Jos Buttler ends debate over identity of England’s greatest white-ball player

By leading England’s quest to become double world champions, Jos Buttler has ended any lingering debate over the identity of the country’s greatest ever white-ball player.

Buttler has been central to the dramatic re-evaluation of England from plodding also-rans to pioneering pace-setters and now boasts the glittering CV to match.

On a famous Lord’s evening in 2019 he was in the middle of the action in the most literal sense, breaking the stumps to complete a run out that secured a first World Cup crown after 44 years of varied failure.

In Australia over the past few weeks he has been even more fundamental, moving every piece on the chessboard in his role as captain and pointing the way with a bat in his hand.

But the roots of Buttler’s true influence burrow deeper still. The breadth of his imagination and ambition as a young man helped expand what English cricket believed possible and raise the bar of what it demanded from others.

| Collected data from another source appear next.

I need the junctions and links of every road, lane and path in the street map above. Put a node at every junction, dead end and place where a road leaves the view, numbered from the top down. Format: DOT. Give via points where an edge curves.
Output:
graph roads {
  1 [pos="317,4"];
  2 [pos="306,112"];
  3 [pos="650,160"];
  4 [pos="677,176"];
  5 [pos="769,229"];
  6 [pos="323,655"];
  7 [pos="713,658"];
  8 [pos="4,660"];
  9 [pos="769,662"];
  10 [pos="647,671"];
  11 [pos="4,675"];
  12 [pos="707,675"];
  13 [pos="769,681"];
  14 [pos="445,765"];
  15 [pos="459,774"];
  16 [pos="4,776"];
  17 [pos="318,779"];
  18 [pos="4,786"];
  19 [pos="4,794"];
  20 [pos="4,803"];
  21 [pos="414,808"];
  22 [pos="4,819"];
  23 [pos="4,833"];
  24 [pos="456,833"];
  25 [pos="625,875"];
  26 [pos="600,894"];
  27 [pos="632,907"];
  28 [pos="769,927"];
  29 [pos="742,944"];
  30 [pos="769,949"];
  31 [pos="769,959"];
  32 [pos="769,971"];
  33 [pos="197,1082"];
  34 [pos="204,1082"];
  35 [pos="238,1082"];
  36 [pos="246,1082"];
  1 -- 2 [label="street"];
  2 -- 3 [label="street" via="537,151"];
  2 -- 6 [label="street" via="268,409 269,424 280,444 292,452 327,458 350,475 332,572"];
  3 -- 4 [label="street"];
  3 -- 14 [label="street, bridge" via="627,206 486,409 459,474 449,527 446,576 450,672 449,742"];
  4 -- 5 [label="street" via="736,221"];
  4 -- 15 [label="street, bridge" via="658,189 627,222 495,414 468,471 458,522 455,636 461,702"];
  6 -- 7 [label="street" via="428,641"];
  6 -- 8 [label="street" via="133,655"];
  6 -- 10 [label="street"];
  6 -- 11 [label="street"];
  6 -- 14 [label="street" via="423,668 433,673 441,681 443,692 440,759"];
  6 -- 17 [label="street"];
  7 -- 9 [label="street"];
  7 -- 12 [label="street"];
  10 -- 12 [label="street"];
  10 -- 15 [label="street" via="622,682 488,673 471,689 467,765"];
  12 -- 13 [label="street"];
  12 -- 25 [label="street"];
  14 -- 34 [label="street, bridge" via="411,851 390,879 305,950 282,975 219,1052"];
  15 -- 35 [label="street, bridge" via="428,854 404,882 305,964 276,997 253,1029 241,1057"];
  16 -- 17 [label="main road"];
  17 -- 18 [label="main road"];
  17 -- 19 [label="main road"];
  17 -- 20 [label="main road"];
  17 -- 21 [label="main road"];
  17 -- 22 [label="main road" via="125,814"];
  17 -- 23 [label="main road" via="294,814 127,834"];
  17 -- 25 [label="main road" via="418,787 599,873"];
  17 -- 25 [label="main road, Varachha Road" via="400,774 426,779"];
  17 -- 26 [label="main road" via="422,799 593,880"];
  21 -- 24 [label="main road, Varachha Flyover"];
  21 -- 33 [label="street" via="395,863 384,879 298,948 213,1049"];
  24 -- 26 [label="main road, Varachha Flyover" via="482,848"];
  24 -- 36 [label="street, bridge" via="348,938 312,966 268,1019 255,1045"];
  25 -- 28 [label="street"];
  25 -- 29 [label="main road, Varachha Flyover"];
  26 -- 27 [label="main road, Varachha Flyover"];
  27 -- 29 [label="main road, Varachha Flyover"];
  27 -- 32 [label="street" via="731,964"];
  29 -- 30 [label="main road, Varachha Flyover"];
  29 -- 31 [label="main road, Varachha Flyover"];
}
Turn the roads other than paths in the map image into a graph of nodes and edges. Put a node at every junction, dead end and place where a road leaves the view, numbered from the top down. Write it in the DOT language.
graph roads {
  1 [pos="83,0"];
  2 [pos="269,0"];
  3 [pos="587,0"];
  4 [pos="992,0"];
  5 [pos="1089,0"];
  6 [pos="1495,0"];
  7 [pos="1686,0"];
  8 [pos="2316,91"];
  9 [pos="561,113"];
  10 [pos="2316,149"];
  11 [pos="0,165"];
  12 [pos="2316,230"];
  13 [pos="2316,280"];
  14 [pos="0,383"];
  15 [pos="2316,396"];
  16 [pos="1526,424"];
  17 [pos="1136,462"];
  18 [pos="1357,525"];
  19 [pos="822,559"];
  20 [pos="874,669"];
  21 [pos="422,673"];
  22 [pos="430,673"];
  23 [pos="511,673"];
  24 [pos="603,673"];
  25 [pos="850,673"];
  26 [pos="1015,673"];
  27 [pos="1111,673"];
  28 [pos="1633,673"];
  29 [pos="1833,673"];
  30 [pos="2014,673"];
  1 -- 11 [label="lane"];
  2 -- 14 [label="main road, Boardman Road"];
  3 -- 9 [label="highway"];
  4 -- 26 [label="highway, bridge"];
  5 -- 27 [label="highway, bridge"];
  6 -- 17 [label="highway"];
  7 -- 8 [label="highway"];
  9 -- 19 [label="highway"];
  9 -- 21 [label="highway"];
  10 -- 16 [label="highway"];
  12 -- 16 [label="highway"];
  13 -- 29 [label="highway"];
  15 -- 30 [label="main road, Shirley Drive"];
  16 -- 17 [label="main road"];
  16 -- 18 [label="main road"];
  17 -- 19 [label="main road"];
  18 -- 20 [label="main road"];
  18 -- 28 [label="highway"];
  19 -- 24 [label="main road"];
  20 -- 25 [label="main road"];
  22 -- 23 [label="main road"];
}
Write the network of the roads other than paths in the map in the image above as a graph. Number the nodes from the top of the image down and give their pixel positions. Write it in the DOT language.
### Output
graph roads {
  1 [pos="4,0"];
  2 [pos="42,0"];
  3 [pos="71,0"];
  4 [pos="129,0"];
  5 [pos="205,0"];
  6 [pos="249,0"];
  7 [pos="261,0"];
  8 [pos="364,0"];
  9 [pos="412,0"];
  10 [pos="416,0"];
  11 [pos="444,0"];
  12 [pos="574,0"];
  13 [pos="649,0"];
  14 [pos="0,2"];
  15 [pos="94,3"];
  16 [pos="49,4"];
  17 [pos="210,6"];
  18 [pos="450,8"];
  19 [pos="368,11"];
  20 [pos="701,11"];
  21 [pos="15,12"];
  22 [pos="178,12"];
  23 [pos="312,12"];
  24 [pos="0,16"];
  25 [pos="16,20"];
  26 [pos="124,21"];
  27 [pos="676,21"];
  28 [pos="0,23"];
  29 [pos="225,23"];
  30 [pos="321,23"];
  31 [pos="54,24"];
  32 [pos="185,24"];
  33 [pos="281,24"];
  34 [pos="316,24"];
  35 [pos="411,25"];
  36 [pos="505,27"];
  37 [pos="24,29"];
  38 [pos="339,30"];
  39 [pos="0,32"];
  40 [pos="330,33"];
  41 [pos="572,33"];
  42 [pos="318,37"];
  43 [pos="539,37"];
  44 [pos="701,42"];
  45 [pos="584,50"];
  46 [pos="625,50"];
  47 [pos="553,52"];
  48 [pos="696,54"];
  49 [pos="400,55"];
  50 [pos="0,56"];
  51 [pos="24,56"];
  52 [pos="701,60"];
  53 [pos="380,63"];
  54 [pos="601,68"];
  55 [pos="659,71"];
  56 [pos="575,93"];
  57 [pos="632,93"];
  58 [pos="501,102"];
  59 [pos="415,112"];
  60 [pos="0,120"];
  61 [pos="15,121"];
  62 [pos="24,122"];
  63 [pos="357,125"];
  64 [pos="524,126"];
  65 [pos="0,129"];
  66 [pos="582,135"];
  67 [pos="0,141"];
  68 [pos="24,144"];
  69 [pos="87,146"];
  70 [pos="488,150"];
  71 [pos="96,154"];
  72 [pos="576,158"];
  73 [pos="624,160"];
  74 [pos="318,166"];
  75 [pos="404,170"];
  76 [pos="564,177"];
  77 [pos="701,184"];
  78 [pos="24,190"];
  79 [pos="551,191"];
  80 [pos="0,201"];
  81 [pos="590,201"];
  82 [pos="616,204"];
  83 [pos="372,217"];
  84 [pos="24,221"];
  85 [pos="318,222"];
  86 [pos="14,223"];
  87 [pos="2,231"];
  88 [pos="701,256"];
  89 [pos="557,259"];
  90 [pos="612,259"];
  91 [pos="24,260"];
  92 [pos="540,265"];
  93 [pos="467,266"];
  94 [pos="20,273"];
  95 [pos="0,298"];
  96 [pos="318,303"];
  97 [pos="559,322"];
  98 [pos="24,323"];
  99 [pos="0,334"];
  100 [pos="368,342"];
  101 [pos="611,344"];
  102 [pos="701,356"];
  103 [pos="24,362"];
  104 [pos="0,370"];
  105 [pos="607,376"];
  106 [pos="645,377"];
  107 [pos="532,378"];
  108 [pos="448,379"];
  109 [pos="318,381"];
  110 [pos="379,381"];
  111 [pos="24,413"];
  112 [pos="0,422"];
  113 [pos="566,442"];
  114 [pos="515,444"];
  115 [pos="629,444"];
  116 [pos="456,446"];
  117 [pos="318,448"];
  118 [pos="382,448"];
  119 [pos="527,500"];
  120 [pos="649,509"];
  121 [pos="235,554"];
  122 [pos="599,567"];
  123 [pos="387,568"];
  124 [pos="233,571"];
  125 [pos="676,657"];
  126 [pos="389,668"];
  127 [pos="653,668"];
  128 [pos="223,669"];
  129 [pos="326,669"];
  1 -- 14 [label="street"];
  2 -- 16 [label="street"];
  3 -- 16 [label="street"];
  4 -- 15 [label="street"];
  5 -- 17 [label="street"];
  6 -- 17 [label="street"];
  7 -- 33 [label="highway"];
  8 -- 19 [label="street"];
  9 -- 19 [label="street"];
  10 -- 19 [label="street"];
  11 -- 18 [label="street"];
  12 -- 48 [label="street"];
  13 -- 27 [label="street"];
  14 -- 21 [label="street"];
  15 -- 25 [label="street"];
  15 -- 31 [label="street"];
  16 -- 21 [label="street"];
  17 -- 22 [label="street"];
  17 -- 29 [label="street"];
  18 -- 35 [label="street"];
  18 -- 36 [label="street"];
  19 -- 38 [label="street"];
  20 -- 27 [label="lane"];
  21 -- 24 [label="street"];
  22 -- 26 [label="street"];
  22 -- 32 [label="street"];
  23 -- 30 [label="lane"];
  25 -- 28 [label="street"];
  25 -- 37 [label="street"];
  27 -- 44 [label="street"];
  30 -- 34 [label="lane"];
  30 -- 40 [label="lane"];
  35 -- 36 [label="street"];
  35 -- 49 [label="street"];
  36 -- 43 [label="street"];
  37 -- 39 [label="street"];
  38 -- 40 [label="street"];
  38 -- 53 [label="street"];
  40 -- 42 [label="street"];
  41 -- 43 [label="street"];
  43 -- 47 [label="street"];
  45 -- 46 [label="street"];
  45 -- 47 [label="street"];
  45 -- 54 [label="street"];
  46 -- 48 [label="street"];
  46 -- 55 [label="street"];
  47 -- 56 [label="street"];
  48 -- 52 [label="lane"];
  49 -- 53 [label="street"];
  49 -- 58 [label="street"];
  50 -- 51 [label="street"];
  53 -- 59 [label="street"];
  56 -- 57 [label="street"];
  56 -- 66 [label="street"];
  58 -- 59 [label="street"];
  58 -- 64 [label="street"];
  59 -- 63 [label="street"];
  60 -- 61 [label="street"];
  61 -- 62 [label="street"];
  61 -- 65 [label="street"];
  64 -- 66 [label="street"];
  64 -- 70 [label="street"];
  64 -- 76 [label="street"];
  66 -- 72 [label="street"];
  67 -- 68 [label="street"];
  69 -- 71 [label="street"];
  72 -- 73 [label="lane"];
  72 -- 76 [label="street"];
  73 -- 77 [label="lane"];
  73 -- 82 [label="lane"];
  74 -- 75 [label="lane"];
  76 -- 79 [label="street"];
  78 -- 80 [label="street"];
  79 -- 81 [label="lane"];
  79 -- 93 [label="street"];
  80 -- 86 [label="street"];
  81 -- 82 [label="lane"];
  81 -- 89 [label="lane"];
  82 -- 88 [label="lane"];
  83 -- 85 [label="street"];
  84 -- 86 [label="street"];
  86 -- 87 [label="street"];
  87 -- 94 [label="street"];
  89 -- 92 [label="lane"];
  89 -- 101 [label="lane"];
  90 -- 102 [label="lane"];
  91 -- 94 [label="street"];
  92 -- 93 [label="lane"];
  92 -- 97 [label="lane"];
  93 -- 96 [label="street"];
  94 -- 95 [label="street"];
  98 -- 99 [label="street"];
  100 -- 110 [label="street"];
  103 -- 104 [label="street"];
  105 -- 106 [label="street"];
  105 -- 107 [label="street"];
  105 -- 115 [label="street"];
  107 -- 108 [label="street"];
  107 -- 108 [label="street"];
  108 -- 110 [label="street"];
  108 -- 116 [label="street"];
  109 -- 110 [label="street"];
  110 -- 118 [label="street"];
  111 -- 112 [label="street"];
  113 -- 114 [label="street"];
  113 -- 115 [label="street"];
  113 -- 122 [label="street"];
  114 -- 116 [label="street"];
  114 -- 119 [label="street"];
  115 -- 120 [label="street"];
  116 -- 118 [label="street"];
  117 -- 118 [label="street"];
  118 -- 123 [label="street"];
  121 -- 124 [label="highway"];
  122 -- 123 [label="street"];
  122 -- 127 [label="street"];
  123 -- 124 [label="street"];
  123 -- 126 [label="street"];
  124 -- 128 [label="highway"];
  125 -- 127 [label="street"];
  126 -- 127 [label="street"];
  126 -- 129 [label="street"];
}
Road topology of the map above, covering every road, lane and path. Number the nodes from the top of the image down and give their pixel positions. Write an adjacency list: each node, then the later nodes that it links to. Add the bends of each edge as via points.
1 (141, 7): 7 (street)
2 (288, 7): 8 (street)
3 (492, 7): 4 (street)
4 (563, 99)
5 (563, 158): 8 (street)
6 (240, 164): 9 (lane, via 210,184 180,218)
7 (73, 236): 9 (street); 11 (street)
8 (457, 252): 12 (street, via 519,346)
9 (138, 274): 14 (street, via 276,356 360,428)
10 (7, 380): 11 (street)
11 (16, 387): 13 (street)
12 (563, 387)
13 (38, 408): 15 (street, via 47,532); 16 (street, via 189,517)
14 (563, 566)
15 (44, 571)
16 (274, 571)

When he made his ODI debut in February 2012, he joined a team that had Alastair Cook and Jonathan Trott in the top three. The pair are distinguished Test players – the one format Buttler never mastered – but both applied the handbrake too liberally in coloured clothing.

Buttler had joined a set-up that did not so much think outside the box as take shelter within it.

The other member of the top order in his first match was Kevin Pietersen, a dazzling player who once held his own claim to be England’s top-ranking trailblazer but who long ago signed up to the Buttler bandwagon.

Frequently describing his former team-mate as the “best on the planet”, Pietersen once marvelled “some of the shots he plays…you can’t buy them, because nobody sells them”.

Pietersen was referring to Buttler uncanny range and radar, a feature that arguably made him England’s first authentic ‘360 degree’ batter. The term is a familiar one now, with players all over the world attempting to learn a repertoire of flips, scoops, ramps and reverses.

Many of them are working from a T20 playbook that Buttler helped author. By leading England to the top of the mountain in the format, and uniting the 50 and 20-over titles for the first time, he has taken the rightful place at the summit of the game.

Eoin Morgan had once dreamed of being the man to do that unprecedented double but time caught up on the Dubliner, who retired earlier this year and passed the reins to his most trusted lieutenant.

Morgan, like Pietersen before him, was a disruptor of orthodoxy but he too acknowledges his former right-hand man as first among equals. In his final series before calling it a day, Morgan acknowledged his friend was “in a world of his own”.

Back in 1999, a nine-year-old Buttler was in the ground to watch Indian pair Sourav Ganguly and Rahul Dravid smash a record 318-run stand against Sri Lanka in his hometown of Taunton.

Twenty-three years on and Dravid had a front row seat as head coach while Buttler and Alex Hales smashed his team out of the semi-final in Adelaide, the kind of performance that may yet inspire the next generation of superstar.

He is already a fully-fledged A-lister in the IPL, this year equalling Virat Kohli’s record of four centuries in a single season, and can command a top billing at any franchise tournament on the planet.

But while the county scene may now be a minor concern in the life of a player who made his first-class debut a year before being named as Wisden’s School cricketer of the year, delivering another major prize for England has truly secured his legacy.